Thursday, February 25, 2010

.....AND THE LEGACY CONTINUES

  • by Reetasri Bhattacharjee


If there has been one truly great leader post independence then it has been Jyoti Basu. But he is no more today. His death may not have come as a surprise to many with old age finally succumbing to destiny, but the fact that with him, his legacy also came to an end is a great loss for India. He was not a product of communism in India, he was Communism personified in this country. He brought the ideals of Karl Marx to a democratic setup and made it a stronghold in certain pockets of the country. If it hasn’t been for him, today we would not have known the reckoning spirit of the CPI(M) nor the importance of the Left Front in the country’s decision making.

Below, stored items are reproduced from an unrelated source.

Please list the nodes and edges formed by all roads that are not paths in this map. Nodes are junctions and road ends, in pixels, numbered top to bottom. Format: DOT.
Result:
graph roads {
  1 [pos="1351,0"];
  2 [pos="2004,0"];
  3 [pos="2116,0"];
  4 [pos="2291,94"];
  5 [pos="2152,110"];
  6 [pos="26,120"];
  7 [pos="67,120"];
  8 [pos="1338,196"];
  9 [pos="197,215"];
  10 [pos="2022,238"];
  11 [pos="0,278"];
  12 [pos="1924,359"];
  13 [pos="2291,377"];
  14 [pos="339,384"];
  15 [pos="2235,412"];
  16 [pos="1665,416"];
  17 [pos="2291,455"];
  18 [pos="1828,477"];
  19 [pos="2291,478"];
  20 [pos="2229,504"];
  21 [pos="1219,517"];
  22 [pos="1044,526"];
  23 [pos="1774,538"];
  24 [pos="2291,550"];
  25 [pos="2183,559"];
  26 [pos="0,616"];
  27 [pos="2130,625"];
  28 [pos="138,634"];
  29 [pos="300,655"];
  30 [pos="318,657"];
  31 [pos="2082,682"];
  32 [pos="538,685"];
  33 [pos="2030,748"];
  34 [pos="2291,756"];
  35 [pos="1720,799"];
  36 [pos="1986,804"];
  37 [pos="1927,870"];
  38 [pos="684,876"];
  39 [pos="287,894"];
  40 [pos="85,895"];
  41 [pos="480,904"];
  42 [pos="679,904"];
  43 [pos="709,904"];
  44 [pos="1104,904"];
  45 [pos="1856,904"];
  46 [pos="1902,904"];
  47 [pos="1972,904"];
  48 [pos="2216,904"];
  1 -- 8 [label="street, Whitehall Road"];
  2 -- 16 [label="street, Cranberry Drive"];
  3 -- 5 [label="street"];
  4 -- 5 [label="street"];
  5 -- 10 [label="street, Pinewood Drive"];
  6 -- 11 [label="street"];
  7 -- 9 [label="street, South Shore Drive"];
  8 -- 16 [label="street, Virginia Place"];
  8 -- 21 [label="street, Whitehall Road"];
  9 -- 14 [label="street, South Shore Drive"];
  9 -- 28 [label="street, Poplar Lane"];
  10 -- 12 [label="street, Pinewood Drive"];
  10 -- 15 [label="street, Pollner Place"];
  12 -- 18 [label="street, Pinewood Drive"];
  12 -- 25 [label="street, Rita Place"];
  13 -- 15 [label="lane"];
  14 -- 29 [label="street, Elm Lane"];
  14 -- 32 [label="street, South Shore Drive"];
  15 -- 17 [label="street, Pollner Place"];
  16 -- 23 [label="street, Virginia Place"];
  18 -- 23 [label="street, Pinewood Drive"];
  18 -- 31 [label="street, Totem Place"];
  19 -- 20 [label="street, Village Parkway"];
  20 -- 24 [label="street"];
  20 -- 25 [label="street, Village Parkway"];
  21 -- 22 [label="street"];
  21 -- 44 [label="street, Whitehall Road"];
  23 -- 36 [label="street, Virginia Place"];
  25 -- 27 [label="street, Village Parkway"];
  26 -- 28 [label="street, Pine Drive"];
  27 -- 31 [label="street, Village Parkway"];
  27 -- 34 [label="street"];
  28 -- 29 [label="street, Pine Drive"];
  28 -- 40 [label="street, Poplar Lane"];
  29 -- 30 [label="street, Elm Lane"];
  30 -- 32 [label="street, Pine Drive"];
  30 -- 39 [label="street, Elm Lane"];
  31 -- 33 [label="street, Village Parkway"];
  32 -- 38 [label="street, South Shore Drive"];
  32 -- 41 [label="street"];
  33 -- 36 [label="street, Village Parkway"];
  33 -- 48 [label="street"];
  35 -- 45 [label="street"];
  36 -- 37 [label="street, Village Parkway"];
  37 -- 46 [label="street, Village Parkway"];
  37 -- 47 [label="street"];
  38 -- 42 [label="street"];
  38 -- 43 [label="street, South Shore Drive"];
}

No leader can and will ever be able to boast of holding on to the Chief Minister’s post for 23 long years unbeaten like Jyoti Basu can. He held to the supreme power of West Bengal and changed the face of the state. He brought revolutionary changes for the rural poor and worked relentlessly for the cause of the farmers. His dedication for this improvised is exemplary when we think that he came from a very well to do and educated family. He wasn’t a communist because he faced the challenges of being poor; he was a communist because he truely believed in its ideals. In the eighties, with Operation Bagha, he brought land reforms in West Bengal to recognize the rights of sharecroppers, laying the foundations for a remarkable performance in agriculture. Not only had this, during his tenure, West Bengal never seen any communal clashes, as has been often seen in other states. He structured the state to be a political aware one, where people fought on matters of hungry and poverty and not on religion and language. He scored the highest point in his career when he followed his party diktats and refused the chair of the Prime Minster in 1996. In his own words, it had been a “historic blunder” refusing the authority of prime ministry. The instability that we see in the political scenario today may not have been there had he been there.

No leader can be without faults and so cannot be Jyoti Babu. On the one hand he worked relentlessly for the poor in the rural areas, on the other hand, he spelled doom for the urban educated class. His policies stopped industries from coming to the state, his anti-English language stance left the youth incapable of competing with the rest of the country. This period also saw the largest brain-drain with the educated youth moving to other states and countries. Bengal became a place for the rural poor and not for the urban educated. This meant that, while for some he was their messiah, for some others he was a devil in disguise.
He may be many things for many people, but the one thing that people cannot forget about him is that he himself is a upheaval of Communism in India.